→ **Requirement**: Lines with "edges": please show every one of them from the listing below.

#####

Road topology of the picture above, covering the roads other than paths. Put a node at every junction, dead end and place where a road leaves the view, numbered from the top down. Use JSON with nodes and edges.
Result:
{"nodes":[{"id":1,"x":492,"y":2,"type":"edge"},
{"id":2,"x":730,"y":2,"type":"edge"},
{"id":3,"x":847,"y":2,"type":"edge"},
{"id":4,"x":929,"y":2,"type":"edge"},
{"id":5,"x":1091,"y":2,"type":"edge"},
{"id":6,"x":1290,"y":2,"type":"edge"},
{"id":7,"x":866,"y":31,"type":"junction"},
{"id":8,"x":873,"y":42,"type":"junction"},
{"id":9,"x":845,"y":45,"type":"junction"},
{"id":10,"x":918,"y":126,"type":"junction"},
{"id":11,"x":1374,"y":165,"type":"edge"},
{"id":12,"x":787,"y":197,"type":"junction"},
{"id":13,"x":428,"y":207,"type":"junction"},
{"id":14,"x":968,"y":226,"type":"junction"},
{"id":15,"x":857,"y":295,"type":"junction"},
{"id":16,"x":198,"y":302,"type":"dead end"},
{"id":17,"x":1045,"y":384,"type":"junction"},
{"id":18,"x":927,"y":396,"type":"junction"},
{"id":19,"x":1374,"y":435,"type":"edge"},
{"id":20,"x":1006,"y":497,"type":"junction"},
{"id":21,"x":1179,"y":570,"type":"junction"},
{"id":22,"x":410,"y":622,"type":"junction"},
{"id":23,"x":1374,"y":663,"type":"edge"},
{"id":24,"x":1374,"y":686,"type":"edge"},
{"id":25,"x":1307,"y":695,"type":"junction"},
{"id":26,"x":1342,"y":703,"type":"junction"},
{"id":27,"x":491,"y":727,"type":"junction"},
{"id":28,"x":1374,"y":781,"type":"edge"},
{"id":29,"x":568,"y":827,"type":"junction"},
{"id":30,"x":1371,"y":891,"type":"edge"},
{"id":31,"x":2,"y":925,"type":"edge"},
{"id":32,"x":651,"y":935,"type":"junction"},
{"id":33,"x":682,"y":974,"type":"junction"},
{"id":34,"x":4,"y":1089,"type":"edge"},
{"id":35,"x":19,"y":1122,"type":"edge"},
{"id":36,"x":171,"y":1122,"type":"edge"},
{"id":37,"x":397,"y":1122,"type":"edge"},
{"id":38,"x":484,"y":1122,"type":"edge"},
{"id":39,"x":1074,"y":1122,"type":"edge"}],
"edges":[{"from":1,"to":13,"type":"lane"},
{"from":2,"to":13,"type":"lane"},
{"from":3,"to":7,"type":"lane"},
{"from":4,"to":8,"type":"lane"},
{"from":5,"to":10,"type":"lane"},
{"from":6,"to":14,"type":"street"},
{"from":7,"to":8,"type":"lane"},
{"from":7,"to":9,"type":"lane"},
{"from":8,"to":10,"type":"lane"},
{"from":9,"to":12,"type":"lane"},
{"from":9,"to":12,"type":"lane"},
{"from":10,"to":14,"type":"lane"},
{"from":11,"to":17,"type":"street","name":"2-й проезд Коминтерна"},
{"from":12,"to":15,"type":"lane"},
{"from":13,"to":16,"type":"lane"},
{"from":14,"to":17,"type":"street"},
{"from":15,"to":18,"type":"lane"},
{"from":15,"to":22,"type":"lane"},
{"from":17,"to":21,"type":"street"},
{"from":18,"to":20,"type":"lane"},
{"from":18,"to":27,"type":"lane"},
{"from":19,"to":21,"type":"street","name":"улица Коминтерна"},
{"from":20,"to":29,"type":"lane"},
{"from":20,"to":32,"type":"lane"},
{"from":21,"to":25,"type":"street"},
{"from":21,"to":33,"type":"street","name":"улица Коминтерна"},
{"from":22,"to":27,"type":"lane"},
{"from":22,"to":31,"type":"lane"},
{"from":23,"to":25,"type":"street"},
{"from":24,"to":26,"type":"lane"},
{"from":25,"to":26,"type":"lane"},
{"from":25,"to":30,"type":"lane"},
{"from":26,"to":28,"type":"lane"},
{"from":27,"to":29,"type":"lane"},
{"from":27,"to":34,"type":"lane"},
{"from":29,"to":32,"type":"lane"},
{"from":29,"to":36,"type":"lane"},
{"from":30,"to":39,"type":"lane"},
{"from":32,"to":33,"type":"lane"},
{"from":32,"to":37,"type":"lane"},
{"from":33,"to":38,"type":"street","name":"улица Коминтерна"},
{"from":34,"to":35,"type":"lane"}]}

#####

→ **Task result**:
Road topology of the picture above, covering the roads other than paths. Put a node at every junction, dead end and place where a road leaves the view, numbered from the top down. Use JSON with nodes and edges.
"edges":[{"from":1,"to":13,"type":"lane"},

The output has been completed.